Już pięć lat temu utalentowany golkiper został wytransferowany z Legii Warszawa do AS Monaco. Wówczas klub z Księstwa wyłożył na stół siedem milionów euro. Polak musiał jednak uzbroić się w cierpliwość.
Radosław Majecki wreszcie znalazł uznanie w oczach trenera i aktualnie znajduje się wyżej w hierarchii niż Szwajcar Philipp Koehn. 25-latek występuje regularnie zarówno w Ligue 1, jak i Ligi Mistrzów.
Przed środowym starciem z Interem Mediolan, Adi Huetter chwalił Majeckiego na antenie TVP Sport. Wszystko wskazuje na to, że bramkarz będzie miał okazję, by zmierzyć się z zespołem Piotra Zielińskiego.
ZOBACZ WIDEO: Jak to wpadło? Co za pech bramkarza!

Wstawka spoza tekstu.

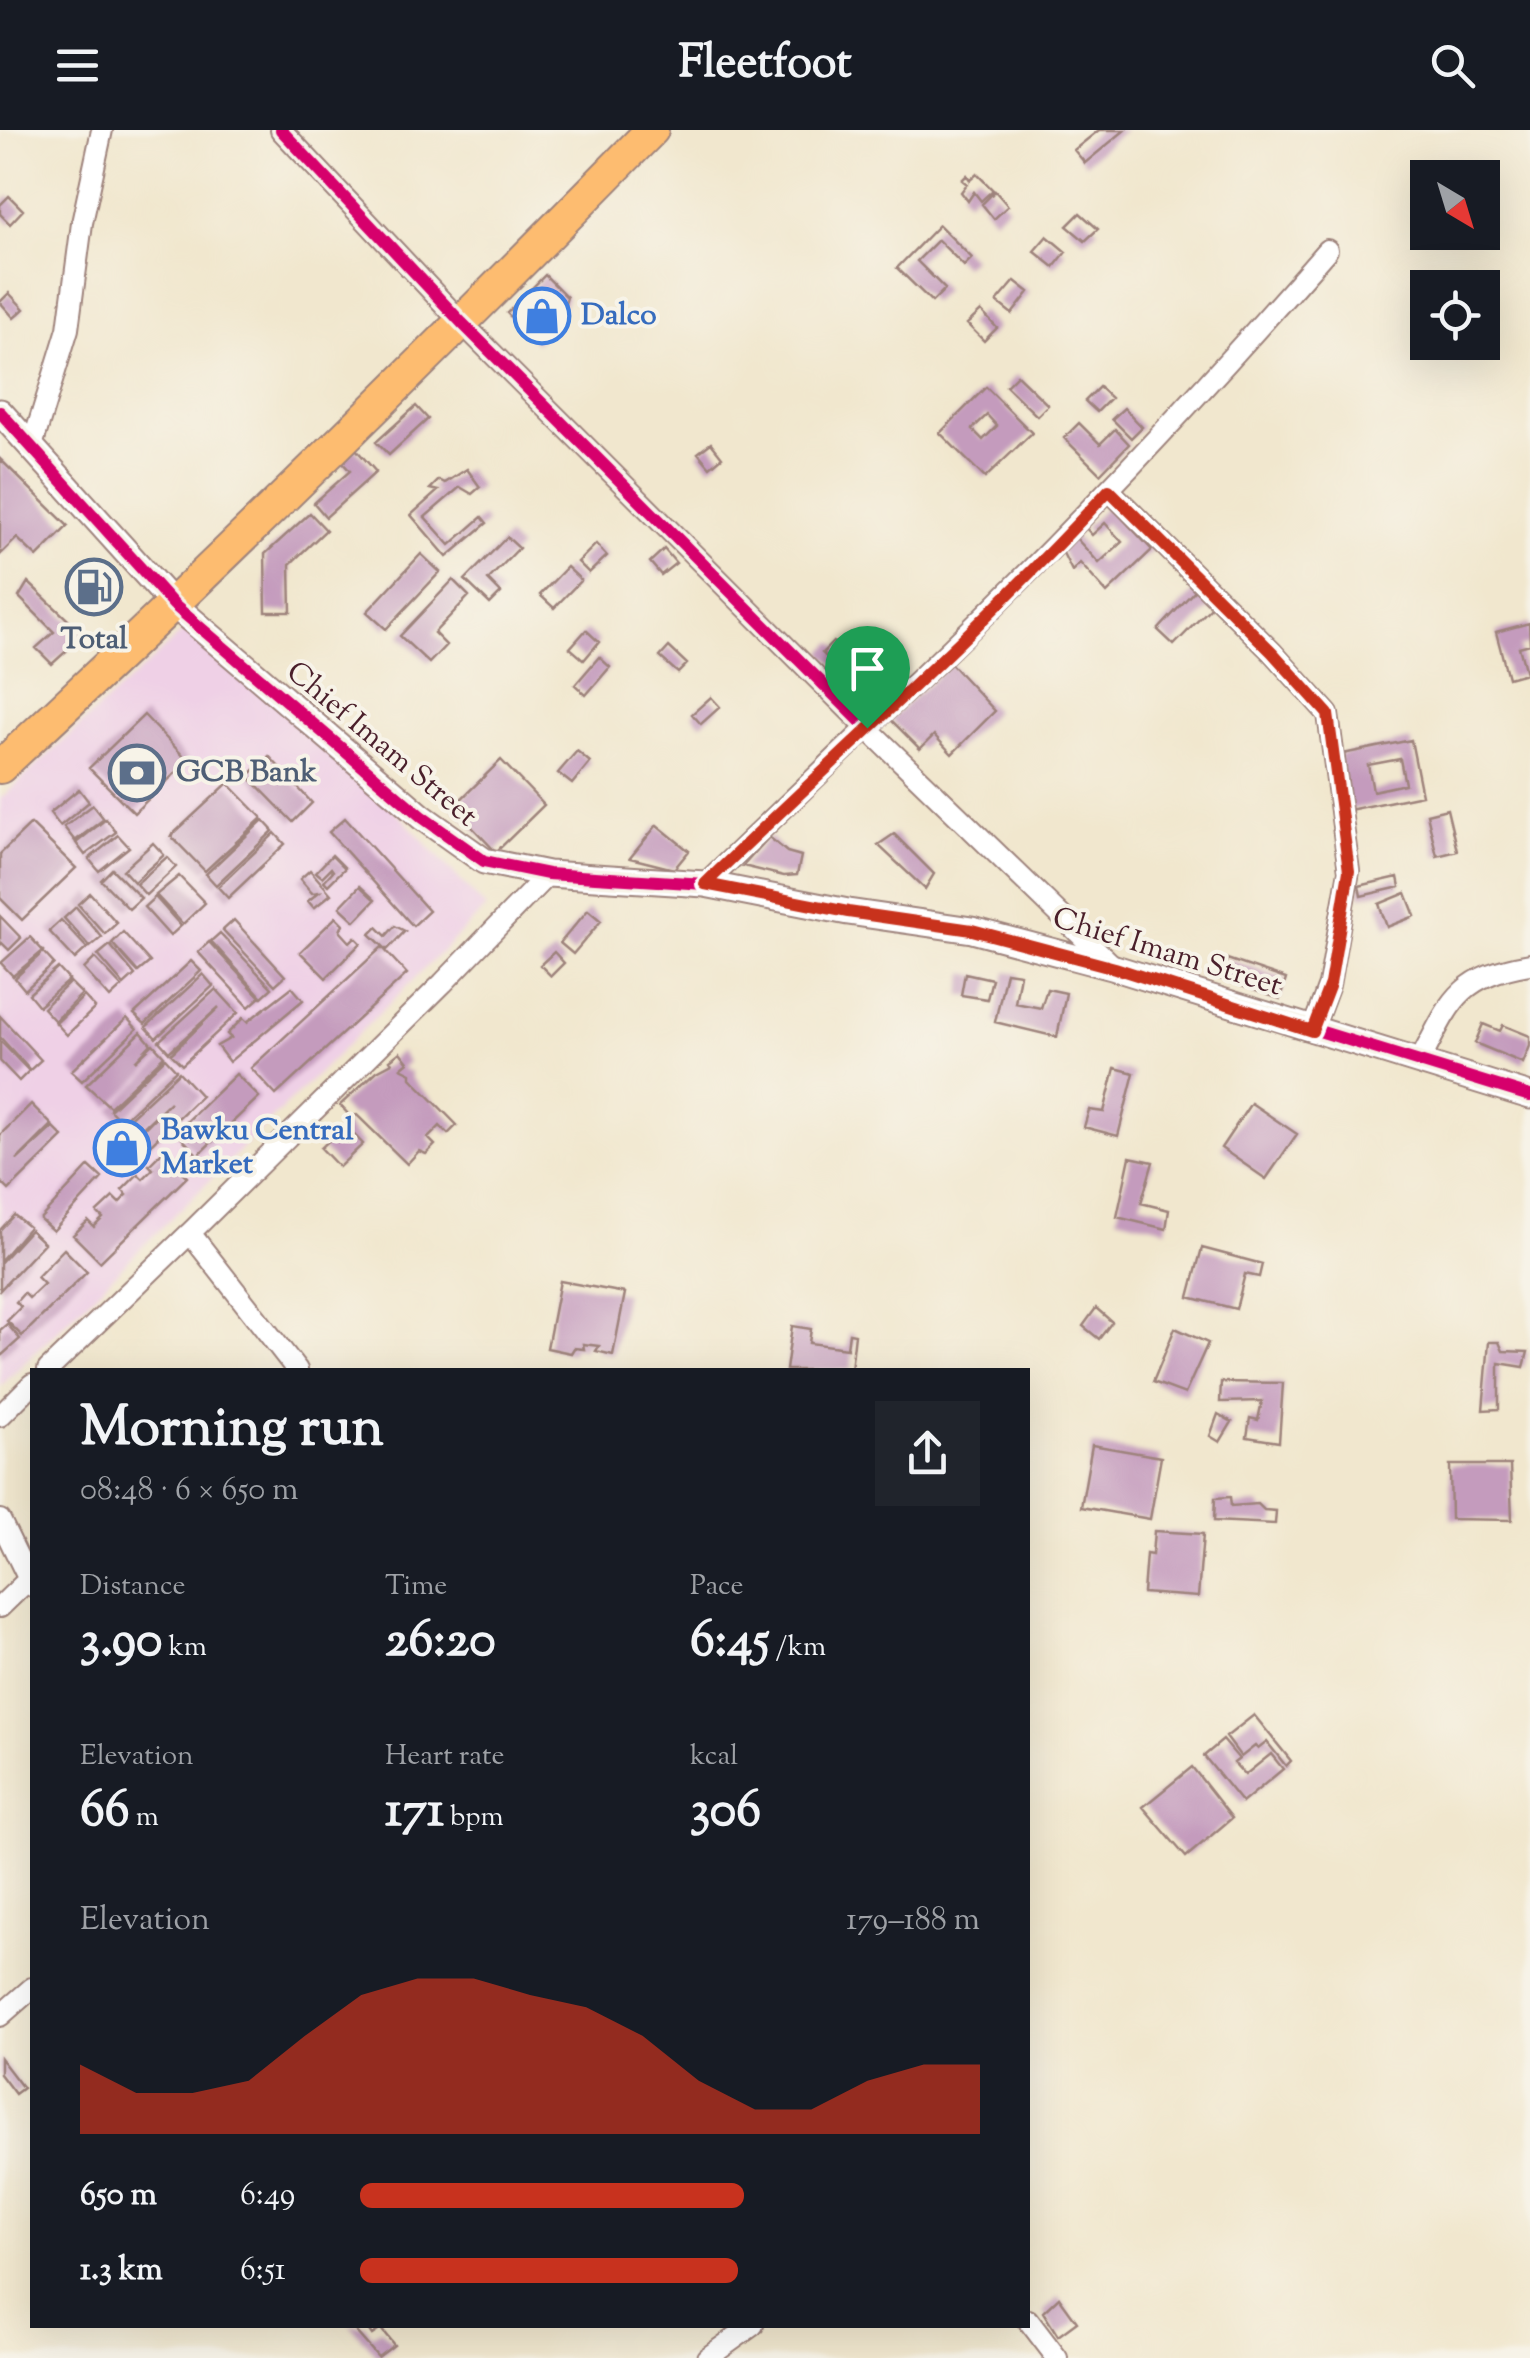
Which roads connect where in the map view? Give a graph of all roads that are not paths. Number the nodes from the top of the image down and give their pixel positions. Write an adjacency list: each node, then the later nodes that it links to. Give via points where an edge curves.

- Kiedy dołączyłem do klubu półtora roku temu, Radek był drugim bramkarzem i musiał walczyć o miejsce w składzie. W pewnym momencie wygrał rywalizację i został naszym numerem jeden. Pełnił tę funkcję już pod koniec zeszłego sezonu, gdy udało nam się osiągnąć drugie miejsce w lidze, a jego wkład w ten sukces był nieoceniony - stwierdził szkoleniowiec.
Niewykluczone, że jednokrotny reprezentant kraju otrzyma szansę od selekcjonera Michała Probierza. Huetter uważa, że bramkarz AS Monaco mógłby być wzmocnieniem drużyny narodowej.
- Miał za sobą wiele fenomenalnych występów z licznymi czystymi kontami. Dla mnie Radek jest w bardzo dobrym wieku i w świetnej formie, co czyni go jednym z kandydatów do roli bramkarza reprezentacji Polski - dodał.